La chiave sta in Libia

"Parigi val bene una messa": preservare l’amicizia competitiva tra Italia e Francia al di là delle polemiche di questi giorni meritava il viaggio del premier Conte nella capitale transalpina. Il presidente Macron invitando Conte ha creato l’occasione per rimediare alla gaffe dell’Eliseo e del suo portavoce con i loro toni inaccettabili. Ogni tanto capita che i francesi – non solo con noi – assumano gli atteggiamenti paternalistici di chi dà lezioni.

Il pranzo e la conferenza stampa all’Eliseo hanno diradato molte nubi, riaffermato la volontà di riformare il trattato di Dublino impegnando l’Ue a condividere la fatica italiana di fronte all’emergenza profughi.  Non credo di sbagliare dicendo che il bersaglio vero di Macron non era l’Italia né il suo governo, ma la svolta di Salvini. Alleato ed emulo dell’odiata Marine Le Pen che con Orbàn e la destra austriaca e bavarese si era affrettata a lodarlo, Salvini, eccitato dagli applausi, si era messo a disegnare assi e alleanze internazionali in base alle preferenze e alle affinità con la Lega.

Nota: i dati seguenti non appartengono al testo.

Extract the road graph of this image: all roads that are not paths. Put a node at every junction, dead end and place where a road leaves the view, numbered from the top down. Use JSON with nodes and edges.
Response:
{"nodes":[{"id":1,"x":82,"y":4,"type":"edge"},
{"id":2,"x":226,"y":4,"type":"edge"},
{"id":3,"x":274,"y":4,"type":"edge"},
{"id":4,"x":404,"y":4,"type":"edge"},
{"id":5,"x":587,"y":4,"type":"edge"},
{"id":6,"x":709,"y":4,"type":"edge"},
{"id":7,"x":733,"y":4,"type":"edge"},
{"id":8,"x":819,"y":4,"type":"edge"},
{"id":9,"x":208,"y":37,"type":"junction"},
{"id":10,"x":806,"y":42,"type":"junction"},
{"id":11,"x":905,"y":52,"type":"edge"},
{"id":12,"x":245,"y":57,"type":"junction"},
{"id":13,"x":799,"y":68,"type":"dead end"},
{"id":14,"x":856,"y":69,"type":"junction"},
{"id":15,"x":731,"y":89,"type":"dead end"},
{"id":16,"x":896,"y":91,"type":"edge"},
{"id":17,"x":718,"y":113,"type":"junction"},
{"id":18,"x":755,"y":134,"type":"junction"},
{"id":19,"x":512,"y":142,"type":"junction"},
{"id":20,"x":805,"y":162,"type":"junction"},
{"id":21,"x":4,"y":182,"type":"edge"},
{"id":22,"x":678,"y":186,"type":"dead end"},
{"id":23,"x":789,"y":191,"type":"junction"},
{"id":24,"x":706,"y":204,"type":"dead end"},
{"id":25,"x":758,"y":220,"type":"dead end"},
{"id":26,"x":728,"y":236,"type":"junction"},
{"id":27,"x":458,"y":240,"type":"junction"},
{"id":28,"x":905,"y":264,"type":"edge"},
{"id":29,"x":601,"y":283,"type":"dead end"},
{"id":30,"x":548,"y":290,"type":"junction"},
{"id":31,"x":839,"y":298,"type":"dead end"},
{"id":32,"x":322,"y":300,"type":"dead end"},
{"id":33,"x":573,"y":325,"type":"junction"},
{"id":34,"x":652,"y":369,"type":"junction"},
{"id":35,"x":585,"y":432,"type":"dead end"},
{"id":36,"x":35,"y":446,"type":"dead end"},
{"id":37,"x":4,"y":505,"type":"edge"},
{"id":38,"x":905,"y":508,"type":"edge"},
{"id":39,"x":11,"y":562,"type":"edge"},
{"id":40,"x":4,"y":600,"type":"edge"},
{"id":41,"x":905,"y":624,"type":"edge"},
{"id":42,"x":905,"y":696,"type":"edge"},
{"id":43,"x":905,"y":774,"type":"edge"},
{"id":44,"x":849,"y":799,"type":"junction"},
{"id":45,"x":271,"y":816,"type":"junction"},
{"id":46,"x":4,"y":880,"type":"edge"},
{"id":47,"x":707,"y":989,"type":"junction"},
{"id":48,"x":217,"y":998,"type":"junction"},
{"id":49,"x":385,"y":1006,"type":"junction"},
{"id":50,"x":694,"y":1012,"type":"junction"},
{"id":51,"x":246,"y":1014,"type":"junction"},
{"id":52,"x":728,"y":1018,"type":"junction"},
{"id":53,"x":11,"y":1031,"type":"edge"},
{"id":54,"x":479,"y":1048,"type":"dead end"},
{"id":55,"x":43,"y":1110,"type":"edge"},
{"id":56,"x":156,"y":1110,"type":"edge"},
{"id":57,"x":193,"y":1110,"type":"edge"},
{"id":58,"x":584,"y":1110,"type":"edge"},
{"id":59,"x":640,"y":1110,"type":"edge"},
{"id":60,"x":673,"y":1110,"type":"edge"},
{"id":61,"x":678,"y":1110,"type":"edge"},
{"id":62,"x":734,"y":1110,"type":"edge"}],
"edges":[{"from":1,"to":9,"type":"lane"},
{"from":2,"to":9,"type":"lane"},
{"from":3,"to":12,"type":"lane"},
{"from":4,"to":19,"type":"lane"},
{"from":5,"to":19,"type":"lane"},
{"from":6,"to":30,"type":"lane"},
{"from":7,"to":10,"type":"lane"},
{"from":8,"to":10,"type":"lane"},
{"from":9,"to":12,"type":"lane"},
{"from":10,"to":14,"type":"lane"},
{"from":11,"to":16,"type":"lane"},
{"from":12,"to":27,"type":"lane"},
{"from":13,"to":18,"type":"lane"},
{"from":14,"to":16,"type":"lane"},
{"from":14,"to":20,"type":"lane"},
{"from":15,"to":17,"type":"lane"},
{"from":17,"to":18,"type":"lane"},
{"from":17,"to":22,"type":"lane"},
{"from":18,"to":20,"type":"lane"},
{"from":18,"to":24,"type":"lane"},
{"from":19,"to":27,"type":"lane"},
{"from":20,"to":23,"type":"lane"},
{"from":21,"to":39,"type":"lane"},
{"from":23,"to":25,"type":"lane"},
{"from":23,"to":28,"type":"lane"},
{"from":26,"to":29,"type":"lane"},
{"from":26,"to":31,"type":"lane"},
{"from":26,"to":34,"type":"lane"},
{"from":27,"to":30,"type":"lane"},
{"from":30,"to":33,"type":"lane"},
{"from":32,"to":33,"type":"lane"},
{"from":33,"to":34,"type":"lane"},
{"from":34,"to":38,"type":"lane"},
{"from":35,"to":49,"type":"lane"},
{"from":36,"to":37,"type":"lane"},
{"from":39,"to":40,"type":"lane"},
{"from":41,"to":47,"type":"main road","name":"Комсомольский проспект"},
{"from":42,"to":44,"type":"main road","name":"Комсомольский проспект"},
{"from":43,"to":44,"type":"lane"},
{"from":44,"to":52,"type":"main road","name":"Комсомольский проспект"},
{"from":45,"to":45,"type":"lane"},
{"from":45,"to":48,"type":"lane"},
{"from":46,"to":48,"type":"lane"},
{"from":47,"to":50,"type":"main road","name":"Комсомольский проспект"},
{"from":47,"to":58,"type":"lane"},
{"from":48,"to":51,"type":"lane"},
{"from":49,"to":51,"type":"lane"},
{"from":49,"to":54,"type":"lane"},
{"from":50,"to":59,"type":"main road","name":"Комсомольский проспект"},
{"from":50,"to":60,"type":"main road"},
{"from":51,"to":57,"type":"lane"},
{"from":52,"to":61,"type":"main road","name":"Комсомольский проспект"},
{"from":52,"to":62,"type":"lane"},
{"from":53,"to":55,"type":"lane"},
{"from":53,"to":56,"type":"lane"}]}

La politica estera italiana non spetta a Salvini, spetta al presidente Conte e al ministro degli esteri Moavero. Bloccare in mare la nave Aquarius carica di 629 migranti è stato un clamoroso gesto di rottura – giustificato nei confronti di Malta – che però si rivelerà utile solo se spingerà all’unità d’azione un’Europa paralizzata dalle divisioni tra i suoi stati membri. Salvini che ha correttamente riconosciuto i meriti del suo predecessore Minniti nel ridurre del 77 per cento gli sbarchi ne segua l’esempio. La chiave sta in Libia e in Africa. È lì che l’Europa unita deve intervenire con mani aperte e generose, creando d’intesa con le autorità locali le reti di controllo e aprendo i necessari corridoi umanitari.